Trauma, infection, tumor resection or skeletal abnormalities can cause bone defects of various shapes and sizes. Many methods have been applied to accelerate bone repair [1, 2]. Autografting from a tibia, fibula, iliac crest, or rib is a popular procedure but has many drawbacks such as the short supply and possible damage to the donor site.

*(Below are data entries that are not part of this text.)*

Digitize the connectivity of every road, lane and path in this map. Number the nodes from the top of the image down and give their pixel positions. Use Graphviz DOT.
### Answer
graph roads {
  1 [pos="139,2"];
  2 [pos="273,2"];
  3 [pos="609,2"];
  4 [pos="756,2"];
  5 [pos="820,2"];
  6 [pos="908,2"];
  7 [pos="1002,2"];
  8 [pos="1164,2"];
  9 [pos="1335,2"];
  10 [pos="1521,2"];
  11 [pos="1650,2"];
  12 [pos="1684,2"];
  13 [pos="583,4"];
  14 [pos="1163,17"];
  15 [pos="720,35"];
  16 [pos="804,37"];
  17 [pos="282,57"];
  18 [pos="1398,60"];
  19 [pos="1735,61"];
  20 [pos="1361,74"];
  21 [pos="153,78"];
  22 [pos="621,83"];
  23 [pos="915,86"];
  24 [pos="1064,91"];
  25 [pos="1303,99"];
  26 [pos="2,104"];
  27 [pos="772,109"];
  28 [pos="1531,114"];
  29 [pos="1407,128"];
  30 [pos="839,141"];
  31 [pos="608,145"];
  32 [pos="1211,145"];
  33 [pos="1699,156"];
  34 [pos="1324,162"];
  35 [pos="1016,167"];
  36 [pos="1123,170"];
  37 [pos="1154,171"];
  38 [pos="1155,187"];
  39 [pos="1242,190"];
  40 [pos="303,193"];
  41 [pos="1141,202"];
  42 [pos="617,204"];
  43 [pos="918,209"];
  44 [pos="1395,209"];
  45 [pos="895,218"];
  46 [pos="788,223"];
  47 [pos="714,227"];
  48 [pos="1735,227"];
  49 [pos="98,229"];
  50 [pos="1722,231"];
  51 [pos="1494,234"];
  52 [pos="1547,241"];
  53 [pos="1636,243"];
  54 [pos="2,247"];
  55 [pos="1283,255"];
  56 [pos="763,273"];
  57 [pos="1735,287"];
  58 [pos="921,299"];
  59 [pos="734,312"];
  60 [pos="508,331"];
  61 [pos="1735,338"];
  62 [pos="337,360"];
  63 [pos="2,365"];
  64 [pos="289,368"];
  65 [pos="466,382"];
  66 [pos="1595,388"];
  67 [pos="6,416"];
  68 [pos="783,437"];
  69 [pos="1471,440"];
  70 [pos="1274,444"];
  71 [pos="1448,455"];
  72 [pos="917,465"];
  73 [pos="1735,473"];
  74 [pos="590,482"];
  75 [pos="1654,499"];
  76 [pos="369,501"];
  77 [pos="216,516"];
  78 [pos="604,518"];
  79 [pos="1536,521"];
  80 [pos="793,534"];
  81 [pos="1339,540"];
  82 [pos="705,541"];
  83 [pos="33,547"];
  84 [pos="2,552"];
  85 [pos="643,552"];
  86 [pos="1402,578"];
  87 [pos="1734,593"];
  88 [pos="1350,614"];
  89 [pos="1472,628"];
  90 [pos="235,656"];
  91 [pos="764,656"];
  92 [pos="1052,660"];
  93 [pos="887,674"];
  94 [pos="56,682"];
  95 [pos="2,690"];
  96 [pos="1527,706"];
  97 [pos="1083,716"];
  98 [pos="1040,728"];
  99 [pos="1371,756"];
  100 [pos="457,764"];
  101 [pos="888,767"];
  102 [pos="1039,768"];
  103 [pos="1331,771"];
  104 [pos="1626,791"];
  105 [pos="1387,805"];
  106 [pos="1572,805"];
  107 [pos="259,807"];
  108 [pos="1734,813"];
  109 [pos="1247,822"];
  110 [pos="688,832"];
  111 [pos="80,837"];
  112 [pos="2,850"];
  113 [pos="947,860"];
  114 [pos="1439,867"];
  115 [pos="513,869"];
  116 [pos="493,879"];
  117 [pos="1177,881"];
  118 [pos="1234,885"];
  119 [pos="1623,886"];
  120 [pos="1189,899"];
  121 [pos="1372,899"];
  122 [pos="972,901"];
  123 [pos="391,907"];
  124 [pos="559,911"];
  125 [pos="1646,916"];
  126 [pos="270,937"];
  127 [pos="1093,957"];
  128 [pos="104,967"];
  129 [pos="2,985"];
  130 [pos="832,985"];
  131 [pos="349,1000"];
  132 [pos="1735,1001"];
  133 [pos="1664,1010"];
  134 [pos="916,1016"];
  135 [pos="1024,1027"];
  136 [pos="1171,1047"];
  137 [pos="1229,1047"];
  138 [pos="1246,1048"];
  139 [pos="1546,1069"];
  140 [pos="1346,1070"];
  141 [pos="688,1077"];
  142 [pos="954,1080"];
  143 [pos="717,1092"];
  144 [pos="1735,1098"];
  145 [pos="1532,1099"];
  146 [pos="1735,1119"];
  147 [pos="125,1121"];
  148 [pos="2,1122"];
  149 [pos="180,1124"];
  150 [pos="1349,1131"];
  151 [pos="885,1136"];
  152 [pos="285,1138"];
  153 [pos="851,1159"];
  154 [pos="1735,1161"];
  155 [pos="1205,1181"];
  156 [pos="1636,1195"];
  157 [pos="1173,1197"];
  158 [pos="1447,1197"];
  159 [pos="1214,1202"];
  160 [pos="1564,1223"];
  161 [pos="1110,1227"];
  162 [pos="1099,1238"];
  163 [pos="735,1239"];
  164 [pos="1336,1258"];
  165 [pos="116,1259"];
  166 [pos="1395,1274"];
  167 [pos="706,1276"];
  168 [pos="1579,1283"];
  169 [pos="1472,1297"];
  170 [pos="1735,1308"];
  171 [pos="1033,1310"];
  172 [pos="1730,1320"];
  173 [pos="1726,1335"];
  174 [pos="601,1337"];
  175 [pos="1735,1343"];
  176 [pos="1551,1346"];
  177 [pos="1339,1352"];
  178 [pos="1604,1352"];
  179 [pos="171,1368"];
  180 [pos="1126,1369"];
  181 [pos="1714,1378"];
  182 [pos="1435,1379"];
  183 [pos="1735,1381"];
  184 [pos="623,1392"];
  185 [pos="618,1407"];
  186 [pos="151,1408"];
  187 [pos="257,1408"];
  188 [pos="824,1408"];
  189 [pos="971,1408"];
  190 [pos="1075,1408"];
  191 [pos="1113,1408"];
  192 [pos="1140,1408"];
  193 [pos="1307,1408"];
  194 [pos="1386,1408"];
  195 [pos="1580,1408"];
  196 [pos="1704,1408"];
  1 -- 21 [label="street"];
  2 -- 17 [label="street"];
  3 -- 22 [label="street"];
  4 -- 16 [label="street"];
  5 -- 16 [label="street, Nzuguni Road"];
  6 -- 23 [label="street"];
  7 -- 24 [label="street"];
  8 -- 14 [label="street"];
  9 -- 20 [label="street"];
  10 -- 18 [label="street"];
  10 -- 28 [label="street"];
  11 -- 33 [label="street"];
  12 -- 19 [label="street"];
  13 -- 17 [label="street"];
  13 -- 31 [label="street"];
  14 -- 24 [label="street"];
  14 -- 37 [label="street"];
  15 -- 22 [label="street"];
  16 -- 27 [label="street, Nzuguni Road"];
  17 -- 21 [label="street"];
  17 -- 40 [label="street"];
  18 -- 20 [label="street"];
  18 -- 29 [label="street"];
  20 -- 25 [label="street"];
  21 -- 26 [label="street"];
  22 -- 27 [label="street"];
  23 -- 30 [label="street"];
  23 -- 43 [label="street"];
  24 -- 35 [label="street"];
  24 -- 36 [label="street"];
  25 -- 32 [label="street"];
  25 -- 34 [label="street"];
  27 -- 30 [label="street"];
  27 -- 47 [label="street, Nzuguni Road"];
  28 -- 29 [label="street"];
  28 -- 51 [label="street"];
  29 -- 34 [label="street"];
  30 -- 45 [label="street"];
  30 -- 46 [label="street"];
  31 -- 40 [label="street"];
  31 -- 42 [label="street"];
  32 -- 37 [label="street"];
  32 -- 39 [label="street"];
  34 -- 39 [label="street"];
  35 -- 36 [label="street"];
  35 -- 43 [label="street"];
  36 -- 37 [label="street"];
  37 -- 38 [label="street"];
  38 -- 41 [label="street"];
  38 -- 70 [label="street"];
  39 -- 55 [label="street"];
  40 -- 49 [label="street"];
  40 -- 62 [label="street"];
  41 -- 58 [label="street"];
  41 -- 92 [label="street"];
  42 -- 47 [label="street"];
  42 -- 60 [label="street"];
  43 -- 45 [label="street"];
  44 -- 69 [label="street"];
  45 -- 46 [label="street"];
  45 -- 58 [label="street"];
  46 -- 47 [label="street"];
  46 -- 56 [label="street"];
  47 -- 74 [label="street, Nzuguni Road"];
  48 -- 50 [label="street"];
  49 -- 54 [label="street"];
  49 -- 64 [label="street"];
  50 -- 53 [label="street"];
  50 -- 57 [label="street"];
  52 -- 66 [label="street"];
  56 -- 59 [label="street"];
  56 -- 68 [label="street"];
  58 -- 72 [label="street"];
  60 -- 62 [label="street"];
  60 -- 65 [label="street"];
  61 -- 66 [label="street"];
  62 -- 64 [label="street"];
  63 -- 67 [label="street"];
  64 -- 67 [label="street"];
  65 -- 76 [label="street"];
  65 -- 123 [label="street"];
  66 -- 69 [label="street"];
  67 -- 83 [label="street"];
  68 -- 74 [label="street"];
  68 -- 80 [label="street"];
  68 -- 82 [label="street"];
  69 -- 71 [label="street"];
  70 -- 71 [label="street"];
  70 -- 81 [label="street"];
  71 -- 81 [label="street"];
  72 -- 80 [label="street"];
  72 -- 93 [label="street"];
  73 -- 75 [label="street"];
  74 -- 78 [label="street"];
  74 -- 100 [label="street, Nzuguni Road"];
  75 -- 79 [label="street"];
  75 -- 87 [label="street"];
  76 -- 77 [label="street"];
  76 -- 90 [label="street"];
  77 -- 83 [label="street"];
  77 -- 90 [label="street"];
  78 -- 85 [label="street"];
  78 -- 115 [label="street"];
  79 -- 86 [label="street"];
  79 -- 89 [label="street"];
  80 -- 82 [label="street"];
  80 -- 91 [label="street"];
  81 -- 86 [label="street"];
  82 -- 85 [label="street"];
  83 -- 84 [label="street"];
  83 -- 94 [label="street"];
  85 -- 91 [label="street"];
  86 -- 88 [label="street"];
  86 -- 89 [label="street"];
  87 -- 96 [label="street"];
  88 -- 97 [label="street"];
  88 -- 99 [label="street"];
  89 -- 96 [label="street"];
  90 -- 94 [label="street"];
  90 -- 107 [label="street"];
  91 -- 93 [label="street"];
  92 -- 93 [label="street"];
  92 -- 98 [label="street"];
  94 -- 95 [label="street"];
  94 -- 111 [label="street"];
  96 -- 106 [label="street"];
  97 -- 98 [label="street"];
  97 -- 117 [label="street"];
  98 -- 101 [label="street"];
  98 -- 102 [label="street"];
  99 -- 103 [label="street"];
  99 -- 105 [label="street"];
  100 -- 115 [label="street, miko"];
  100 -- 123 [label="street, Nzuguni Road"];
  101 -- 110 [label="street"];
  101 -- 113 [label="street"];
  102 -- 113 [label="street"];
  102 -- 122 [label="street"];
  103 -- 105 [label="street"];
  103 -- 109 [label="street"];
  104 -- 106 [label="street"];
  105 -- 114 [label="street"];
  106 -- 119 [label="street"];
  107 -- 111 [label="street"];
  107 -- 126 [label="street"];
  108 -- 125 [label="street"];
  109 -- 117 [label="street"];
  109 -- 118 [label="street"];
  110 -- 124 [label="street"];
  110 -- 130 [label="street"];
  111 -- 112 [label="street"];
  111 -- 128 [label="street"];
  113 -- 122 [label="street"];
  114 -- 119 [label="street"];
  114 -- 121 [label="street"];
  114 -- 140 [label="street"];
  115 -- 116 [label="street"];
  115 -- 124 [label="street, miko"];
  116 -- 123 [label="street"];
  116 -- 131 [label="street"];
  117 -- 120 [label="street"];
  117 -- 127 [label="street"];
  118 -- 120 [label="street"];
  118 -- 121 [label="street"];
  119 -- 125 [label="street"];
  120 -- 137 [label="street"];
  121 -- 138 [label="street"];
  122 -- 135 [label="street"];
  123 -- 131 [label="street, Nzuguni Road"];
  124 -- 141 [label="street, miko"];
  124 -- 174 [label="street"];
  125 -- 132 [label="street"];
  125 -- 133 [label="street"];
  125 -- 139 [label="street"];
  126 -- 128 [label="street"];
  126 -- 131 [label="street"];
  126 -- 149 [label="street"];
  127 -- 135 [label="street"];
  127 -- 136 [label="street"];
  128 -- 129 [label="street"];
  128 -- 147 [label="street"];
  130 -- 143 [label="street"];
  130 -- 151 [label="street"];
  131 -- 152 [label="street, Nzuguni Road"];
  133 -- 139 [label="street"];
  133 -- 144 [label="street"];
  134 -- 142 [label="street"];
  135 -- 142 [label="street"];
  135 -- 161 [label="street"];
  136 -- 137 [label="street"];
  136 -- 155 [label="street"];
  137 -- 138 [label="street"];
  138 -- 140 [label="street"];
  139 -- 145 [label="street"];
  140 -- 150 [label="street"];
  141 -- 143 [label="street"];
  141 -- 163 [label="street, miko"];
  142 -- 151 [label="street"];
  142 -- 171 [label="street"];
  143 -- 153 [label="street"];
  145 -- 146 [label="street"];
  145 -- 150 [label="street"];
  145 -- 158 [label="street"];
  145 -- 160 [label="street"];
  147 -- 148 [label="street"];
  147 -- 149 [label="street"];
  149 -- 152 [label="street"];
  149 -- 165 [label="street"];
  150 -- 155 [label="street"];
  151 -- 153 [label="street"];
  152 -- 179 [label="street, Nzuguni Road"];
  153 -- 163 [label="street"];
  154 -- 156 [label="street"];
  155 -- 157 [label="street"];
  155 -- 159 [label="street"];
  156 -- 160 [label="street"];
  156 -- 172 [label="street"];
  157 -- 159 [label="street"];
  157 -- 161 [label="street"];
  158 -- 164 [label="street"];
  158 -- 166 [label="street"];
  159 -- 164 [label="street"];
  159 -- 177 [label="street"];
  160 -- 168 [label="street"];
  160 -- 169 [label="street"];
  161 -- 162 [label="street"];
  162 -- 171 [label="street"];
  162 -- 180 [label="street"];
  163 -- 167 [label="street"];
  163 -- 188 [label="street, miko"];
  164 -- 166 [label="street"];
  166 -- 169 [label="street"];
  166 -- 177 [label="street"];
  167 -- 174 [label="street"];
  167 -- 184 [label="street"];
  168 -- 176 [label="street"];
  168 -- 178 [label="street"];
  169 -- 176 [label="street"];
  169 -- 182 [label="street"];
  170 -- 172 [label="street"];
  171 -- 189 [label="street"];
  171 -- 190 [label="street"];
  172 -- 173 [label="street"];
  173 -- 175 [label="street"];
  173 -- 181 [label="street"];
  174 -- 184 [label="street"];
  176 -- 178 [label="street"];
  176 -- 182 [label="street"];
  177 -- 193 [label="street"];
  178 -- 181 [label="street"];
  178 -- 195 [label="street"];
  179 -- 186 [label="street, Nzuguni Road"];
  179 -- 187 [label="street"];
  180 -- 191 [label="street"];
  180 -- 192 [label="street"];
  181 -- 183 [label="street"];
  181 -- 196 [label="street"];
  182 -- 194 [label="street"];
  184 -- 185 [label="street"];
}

Allografting avoids these donor site problems;

however, allografting has risks of immunoreaction and disease transmission [3-6]. Metal bone- substitutes such as stainless steel and titanium alloys may damage the contacted normal bone and lead to inflammation from toxic ion release [1]. Bioactive ceramics, such as hydroxyapatite (HA) and tricalcium phosphate (TCP), demonstrate good biocompatibility and osteoconductive potential.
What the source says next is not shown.